As a hiring manager or talent acquisition consultant, losing a candidate to a counteroffer is a killer. Picture this…
You are a hiring manager or talent acquisition consultant already many months into your search for that evasive talent you need to head the new business unit, your factory, your company or whatever it is in your case. You are finally down to that one person who you believe will make the difference. Your favorite candidate has indicated an intention to join and an offer has been negotiated. Both parties have agreed and you have it on paper. The head office and your local organization have already been informed about the new arrival. A sigh of relief and a pat on your shoulder.
Then the dreaded phone call comes in one morning. “Sorry, but I don’t think I can join your team. My boss has given me a new big important project. He told me I’m the only one in the company whom he can trust to lift this sort of responsibility. He said I’m the star of the company and the head office has acknowledged I’m the future for them. Actually the boss had planned to tell me two weeks ago but was too busy. If I leave, the company’s operation may not survive and it will impact on all my colleagues. They are all so nice to me. He also gave me a new title, a 20% salary increase and a new company car”.
Not only can it be difficult for a hiring manager who may lose their preferred candidate as a result, but it isn’t usually in the best interest of a candidate. If you happen to be a candidate right now, let me explain why accepting a counteroffer from a selfish employer will ruin your career.
Giving notice can be the most emotional time as a candidate
The pressure that the current employer, manager and colleagues, may put on someone can be very hard. The more a search consultant helps prepare you and the easier they make the resignation time, the better the transition will be for you. As an interviewer, I believe raising the point of counteroffer already in the first interview and continuously educating the candidates must be a part of a structured recruitment process.
Are you serious about pursuing your opportunity?
Imagine you are offered the job and accept it. How are you going to resign and what will you tell your boss? How do you think they and the company will react to your decision to move on? What if they give you a counteroffer?

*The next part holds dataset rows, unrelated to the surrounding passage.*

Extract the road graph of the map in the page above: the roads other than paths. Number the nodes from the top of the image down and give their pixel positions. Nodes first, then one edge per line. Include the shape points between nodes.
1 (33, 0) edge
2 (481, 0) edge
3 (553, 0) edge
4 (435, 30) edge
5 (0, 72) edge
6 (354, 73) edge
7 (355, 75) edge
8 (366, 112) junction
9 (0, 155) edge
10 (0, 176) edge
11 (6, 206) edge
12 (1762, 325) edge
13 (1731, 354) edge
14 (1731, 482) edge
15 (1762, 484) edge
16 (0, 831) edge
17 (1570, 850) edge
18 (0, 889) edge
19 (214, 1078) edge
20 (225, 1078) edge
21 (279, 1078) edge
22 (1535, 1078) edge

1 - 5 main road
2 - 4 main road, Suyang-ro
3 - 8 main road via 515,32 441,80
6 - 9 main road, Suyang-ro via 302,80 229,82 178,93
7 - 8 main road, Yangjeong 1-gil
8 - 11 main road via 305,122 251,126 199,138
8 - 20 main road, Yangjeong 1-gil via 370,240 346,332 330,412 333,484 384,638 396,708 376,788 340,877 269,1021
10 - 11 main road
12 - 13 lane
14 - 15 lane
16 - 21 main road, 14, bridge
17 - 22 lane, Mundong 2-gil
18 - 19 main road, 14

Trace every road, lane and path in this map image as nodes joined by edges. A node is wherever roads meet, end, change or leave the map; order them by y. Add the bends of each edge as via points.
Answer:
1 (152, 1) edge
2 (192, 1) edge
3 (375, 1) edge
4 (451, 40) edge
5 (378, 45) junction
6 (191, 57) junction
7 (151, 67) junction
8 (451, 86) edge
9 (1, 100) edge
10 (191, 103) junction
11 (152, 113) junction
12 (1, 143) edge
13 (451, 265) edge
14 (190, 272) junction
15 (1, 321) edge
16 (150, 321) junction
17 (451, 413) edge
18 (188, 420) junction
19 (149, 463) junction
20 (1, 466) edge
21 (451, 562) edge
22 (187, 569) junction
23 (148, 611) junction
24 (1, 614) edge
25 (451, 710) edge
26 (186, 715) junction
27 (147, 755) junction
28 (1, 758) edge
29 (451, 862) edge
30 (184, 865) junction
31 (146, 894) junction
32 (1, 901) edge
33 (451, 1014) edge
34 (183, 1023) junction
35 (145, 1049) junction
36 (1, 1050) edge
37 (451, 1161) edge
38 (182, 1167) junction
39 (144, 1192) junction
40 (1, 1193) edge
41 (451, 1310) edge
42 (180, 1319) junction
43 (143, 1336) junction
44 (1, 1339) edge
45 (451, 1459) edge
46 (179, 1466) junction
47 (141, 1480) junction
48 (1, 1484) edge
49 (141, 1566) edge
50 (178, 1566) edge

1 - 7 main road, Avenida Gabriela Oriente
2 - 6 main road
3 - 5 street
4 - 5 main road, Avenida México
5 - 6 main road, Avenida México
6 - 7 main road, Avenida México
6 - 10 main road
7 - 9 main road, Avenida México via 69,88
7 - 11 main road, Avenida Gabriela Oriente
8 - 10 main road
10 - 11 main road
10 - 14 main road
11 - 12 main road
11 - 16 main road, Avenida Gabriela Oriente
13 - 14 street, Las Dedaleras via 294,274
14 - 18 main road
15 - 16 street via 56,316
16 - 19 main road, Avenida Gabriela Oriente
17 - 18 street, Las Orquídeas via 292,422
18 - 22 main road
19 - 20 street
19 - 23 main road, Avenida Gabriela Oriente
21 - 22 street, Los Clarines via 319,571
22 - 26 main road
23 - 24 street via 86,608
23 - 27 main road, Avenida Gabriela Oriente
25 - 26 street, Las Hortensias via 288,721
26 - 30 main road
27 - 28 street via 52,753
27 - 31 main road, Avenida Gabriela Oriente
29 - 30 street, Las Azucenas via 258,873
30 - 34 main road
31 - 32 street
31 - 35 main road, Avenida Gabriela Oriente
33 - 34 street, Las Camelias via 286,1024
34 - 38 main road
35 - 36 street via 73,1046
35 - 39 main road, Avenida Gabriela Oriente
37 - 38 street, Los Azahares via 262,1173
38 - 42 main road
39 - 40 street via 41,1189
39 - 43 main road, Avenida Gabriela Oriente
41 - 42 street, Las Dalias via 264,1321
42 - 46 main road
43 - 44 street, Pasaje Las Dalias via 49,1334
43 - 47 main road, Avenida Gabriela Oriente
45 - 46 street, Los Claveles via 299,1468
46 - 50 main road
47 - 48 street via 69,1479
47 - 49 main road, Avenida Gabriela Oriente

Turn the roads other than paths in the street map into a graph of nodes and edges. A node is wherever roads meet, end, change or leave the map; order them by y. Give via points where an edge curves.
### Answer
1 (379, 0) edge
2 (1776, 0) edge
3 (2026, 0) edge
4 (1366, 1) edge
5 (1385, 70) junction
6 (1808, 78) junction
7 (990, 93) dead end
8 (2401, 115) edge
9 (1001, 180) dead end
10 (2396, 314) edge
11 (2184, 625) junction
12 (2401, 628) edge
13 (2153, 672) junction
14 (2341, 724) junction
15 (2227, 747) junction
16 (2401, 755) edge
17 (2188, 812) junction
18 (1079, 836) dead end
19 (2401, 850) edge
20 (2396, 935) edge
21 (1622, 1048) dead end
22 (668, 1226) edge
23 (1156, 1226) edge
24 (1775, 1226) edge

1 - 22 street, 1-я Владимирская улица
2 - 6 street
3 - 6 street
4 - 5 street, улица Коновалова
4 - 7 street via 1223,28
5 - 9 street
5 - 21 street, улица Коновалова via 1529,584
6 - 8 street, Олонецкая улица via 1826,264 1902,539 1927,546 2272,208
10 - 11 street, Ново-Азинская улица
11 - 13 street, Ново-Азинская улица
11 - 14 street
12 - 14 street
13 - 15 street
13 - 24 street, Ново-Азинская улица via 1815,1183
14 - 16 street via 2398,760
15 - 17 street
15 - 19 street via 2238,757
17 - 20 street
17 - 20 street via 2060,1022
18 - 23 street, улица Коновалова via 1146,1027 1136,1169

Ask yourself to find the reason why you will never accept a counteroffer in your own words. Draw a square on a paper and write down your reason. When a counteroffer is extended, read your own words. And if you, however well-intentioned, admit that a counteroffer may possibly be of interest, a search consultant really has only one thing to do: forget that they ever met you. They will have to cut their losses right there. Move on to the next on their list.
To assess job and company fit (motivation) here are two other great questions I always ask when meeting candidates for the first time:
- When we called you the first time about this job opportunity, what was it that got you interested in coming here today?
- Although we are seeing some other fine candidates, I believe you have a good background. Assuming our offer is attractive, how does the job and challenge appeal to you?
Earlier rather than later in the hiring process, the interviewer must take the bull by the horns. Don’t leave it until later. They have to raise the sensitive issue of counteroffer no matter how awkward it may feel for both of you. Trust me, it will have saved you a lot of otherwise wasted time. To broach the topic without losing a candidate’s trust, I say this:
“I want to talk about resigning because I know this is a difficult time for most people. I'm not concerned that you will accept a counteroffer. I just want to make this transition as painless as possible.”
My warning to candidates! "Are you gambling with your career?"
To all you candidates, here is my warning advice: accepting a counteroffer is gambling with your career. You see, today's corporate environment has made the counteroffer an important weapon in the war for talent. Many companies on purpose keep salary costs down until they absolutely have to pay their best talent.
Your boss is going to be shocked that you have accepted another position and that you are leaving. The first thing that will go through their mind is how your resignation will have an impact on them. They may have to work more hours until a replacement is found; your leaving will lower the morale of the rest of the staff, and your boss may have an extremely difficult time finding someone with your qualifications to replace you. They are also thinking about what their own boss is going to say when a senior person is leaving the company. Honestly, this is not about you but how they get themselves out of the mess when you leave. End of the day it is much easier and cheaper for your company and boss to try to keep you rather than losing you (especially if it's to a competitor).
But ask yourself, why it is that on the day you suddenly give notice your opinions are so important to the boss. Why have the boss and company only now become concerned about your future or why the company only now is ready to talk about compensation when they are face to face with losing you? Why weren't you worth that much to them yesterday? Does it take your leaving to get something you should have been getting anyway? If so, is that the type of company you want to work for?
By resigning you are essentially breaking a trust that you had with your employer. If you take the counteroffer and stay, your company may feel that it owns you. You will be known as the one who caused your employer grief by threatening to quit. You'll no longer be known as a loyal employee. Will this cause your boss to pass you over on the next possible promotion? There are stories where companies only counter to get the employee to stay until they find a replacement and then let the employee go. Some companies feel that it's better for people to leave on their terms instead of their employees' terms. Don’t shoot yourself in the foot.
Decent and well managed companies never make counteroffers. Ever. Period.